On the other side of the coin is my husband who is a fitness nut. He’s not obsessive in that he’s doing P90X and three different exercise programs all the time or lives in GNC so he can bulk up. But he has a certain image of himself that he works hard to maintain. To him, spending an hour at the gym seems like a good use of an hour. It is a constant source of amusing debate between us. Many think that with my nutrition and his fitness nuttiness we’d be one healthy family. The truth is hubby and the kids are, but I am not. I’d go into the long list of reasons (excuses) why but that’s beyond the scope of this post.
Kick-ass: I know how to fight, I know how to defend myself and my family. I can use knives fairly well, but I wouldn’t consider my skills in the same category as being kick-ass. I don’t know how to throw knives very well with any accuracy (probably because I haven’t practiced), and honestly my knowledge is less style and more brawl.

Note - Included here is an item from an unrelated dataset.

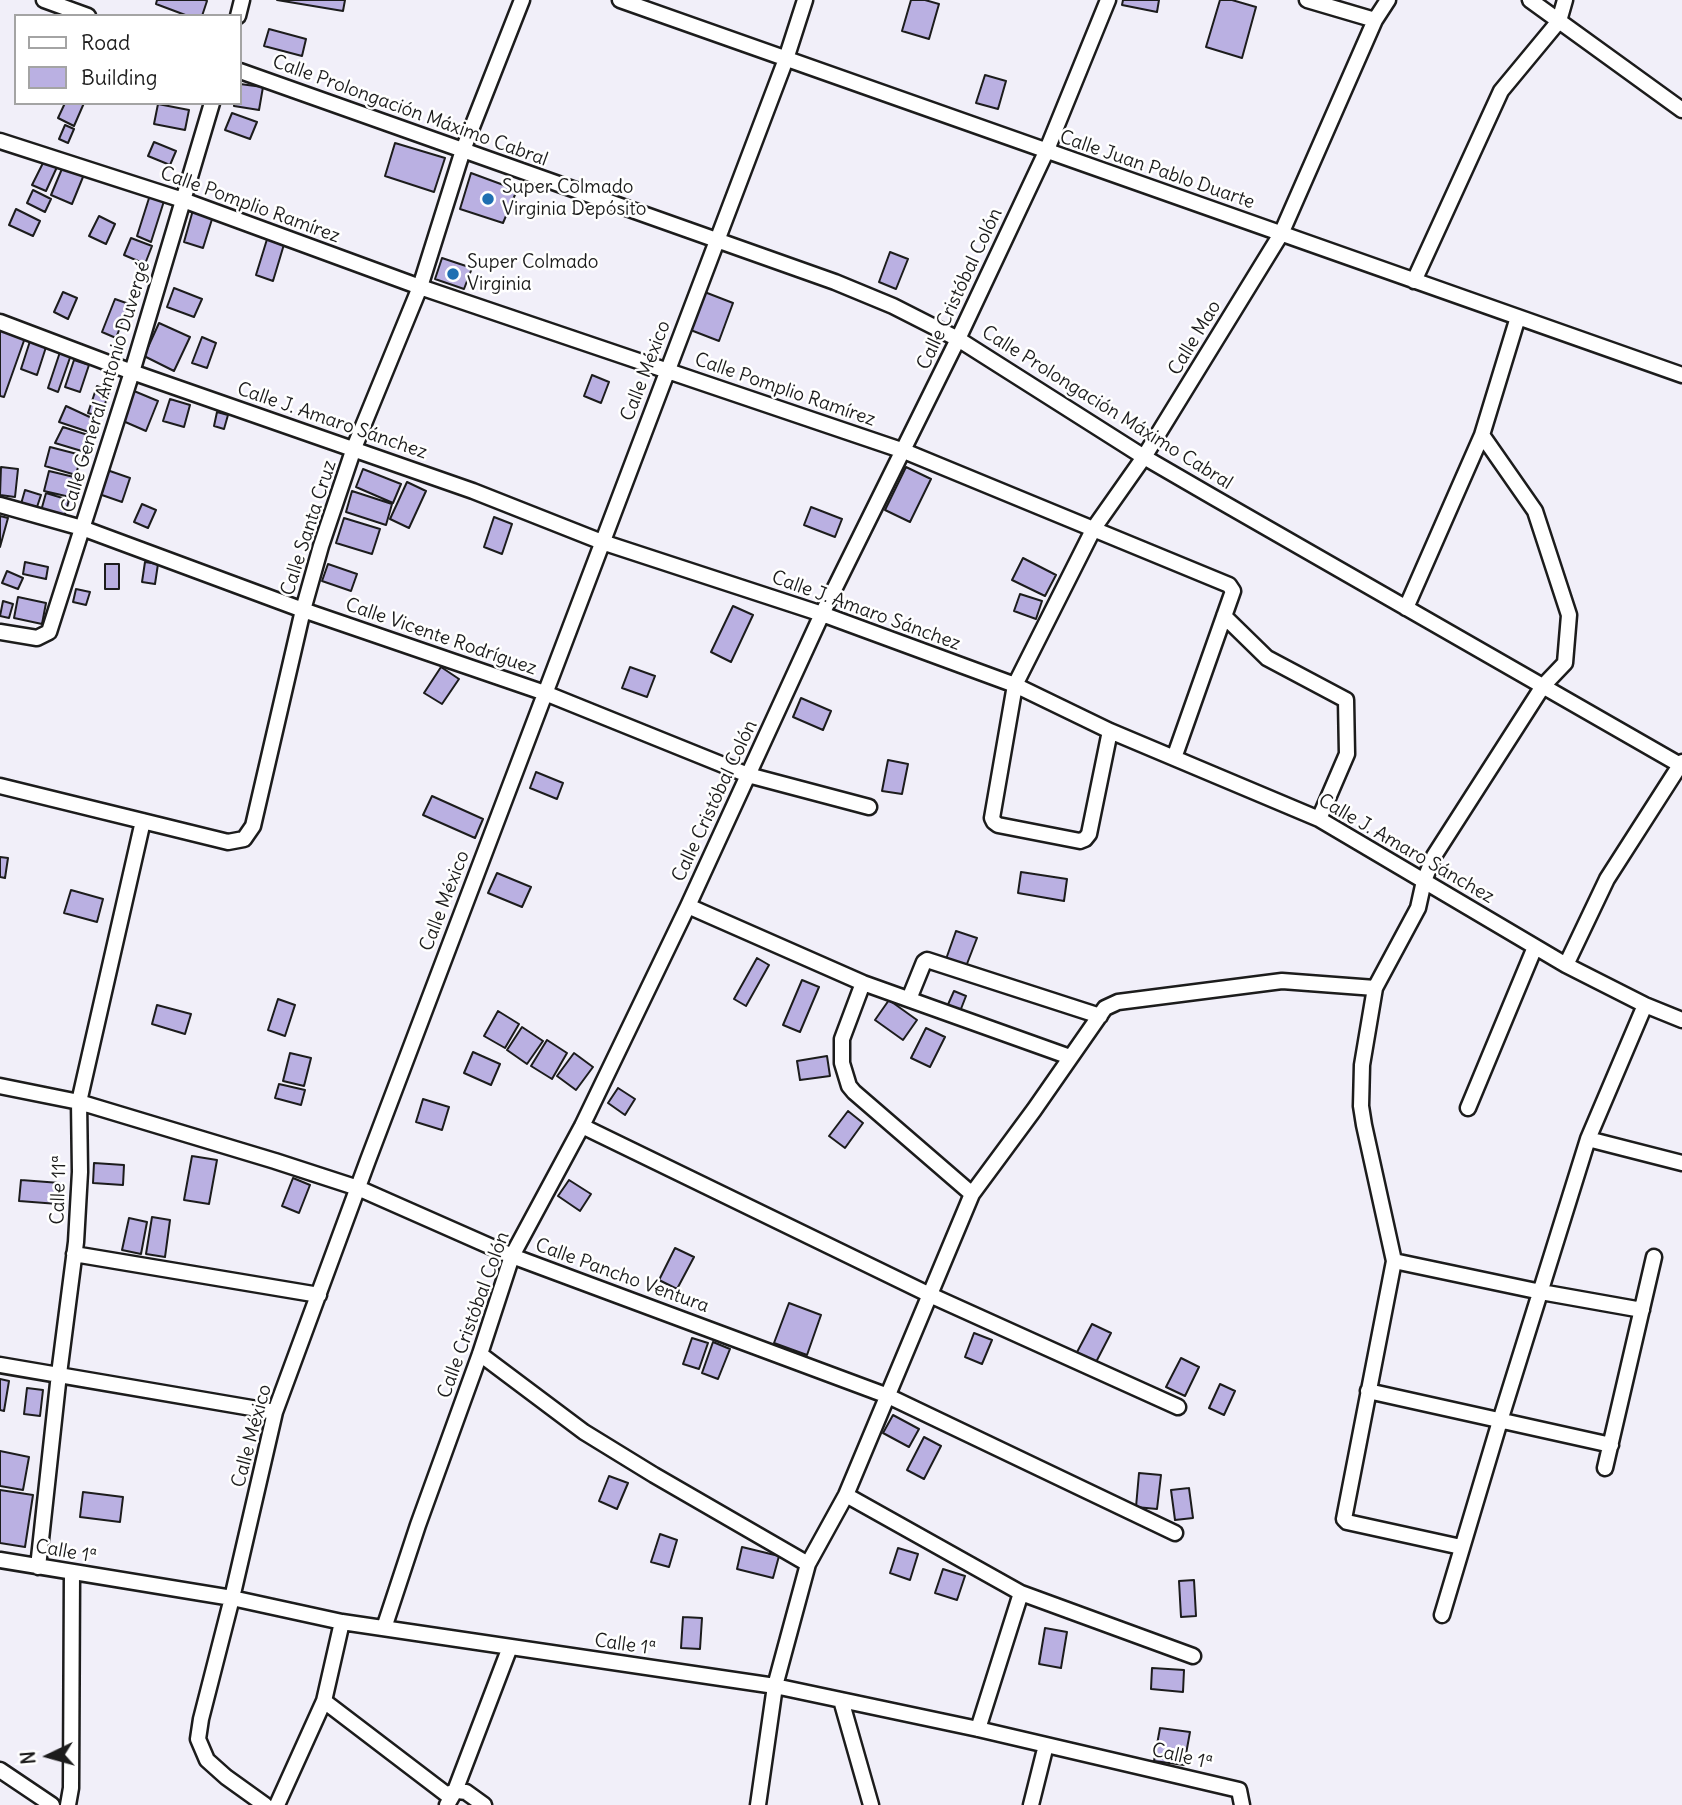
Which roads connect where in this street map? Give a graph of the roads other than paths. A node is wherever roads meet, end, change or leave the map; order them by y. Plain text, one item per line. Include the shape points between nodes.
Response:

Which is fine and serves the purpose of the average person. If I was to make a list of capabilities I’d put my skills a bit above self-defense and quite a bit below standard training for a police officer.
I’m confident in those skills while hoping I’ll never have to need to use them. Yet, the difference between myself and my characters is that most of them are above police officer to highly stylized, much like Jet Li you know. Awesome and skilled. I’ve always wanted to take a class in martial arts (I’m thinking MMA) and I definitely want to learn how to box. Don’t ask why, I’m not completely sure myself. So I’ve wanted to do these things but several factors limit this. However, I’m thinking if I get my health to where it needs to be, half of those factors could disappear.

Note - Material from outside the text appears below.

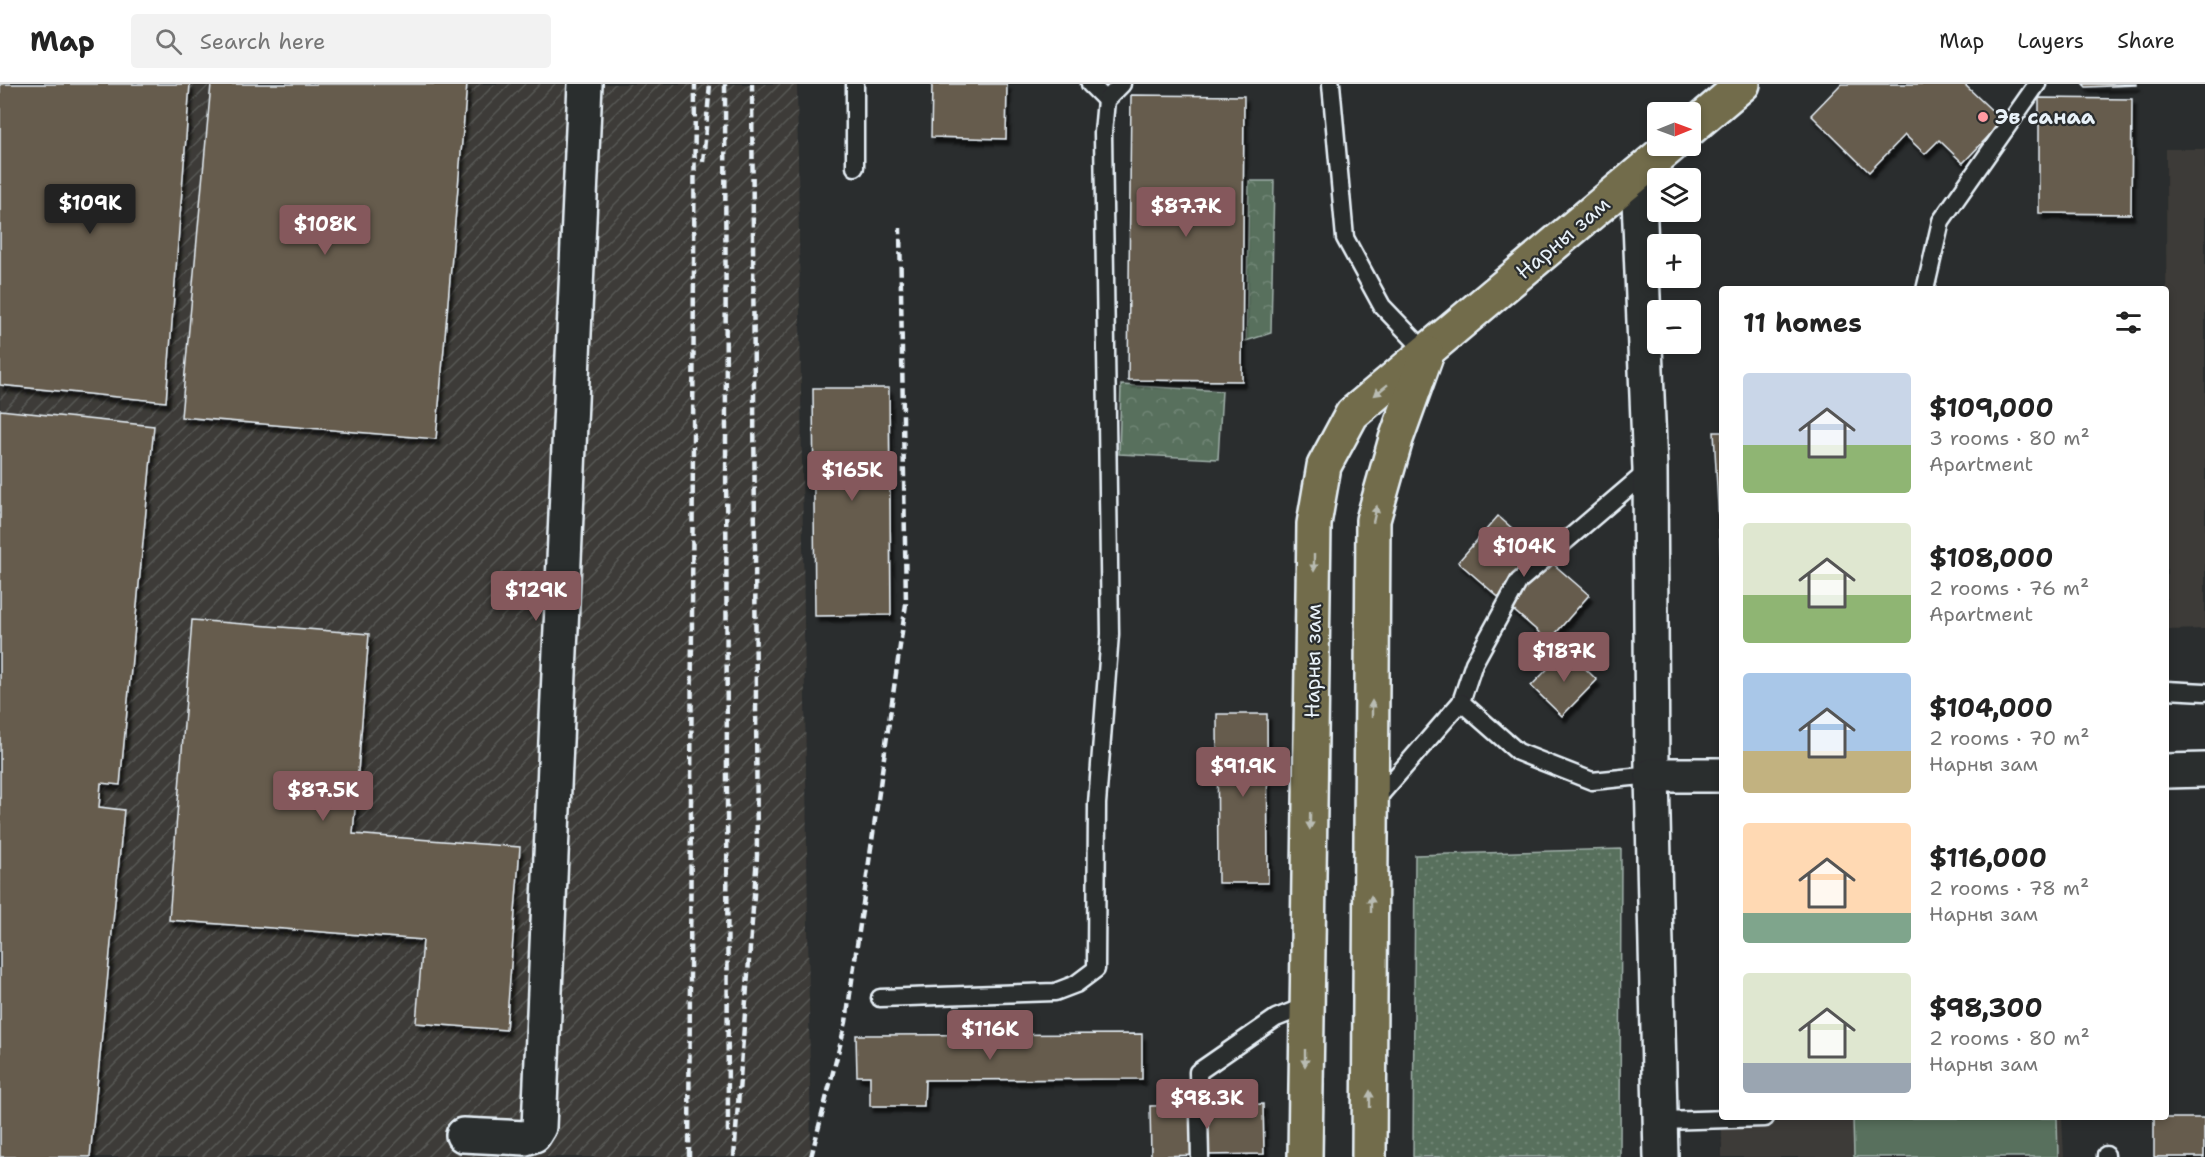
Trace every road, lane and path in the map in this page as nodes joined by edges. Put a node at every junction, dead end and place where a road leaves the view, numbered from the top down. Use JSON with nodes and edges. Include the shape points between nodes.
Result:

There is one other… minor… detail that I should fix. The only gun I’ve fired is a M16 in Basic Training in the military. I’ve held a hand-gun, toy and real, but haven’t fired one. This surprises most people because of what I write, but there is a reason I’ve avoided this small hurdle. I liked the feel of the gun in my hand. I can see myself holding, pointing, and pulling the trigger. As a person who values all life, the concept of a gun is a direct violation of this belief. Once you have a gun in proximity, the potential of using it against another living person is all that greater. It increases. With my knives, I know I can wound and not kill. That’s how confident I am in my level of skill with them, but with a gun, even winging a person has a potential of killing them.
Got into a discussion with a person about this and they pointed out that if it comes to my life and the life of my family over that of someone attacking me, would it be that much of an issue? My answer is yes because life is precious. So I have avoided the guns to this point, but I’ve been thinking that you don’t have to buy and own a gun to shoot the gun right? You can go to a shooting range and fire a few times so you know first hand what it is like, then call it good.
With these two categories on my mind, I realize the head smack here is that when it comes to being healthy and kick-ass, they go hand-in-hand because you can’t be the second without the first, but the skills to become the second can help make the first happen. If I’m going to live my writing, I need to be both, to embrace how I see my characters – perhaps even mirror the best of them in myself.
Since, technically, they are factors of myself, it shouldn’t be that hard to do… right?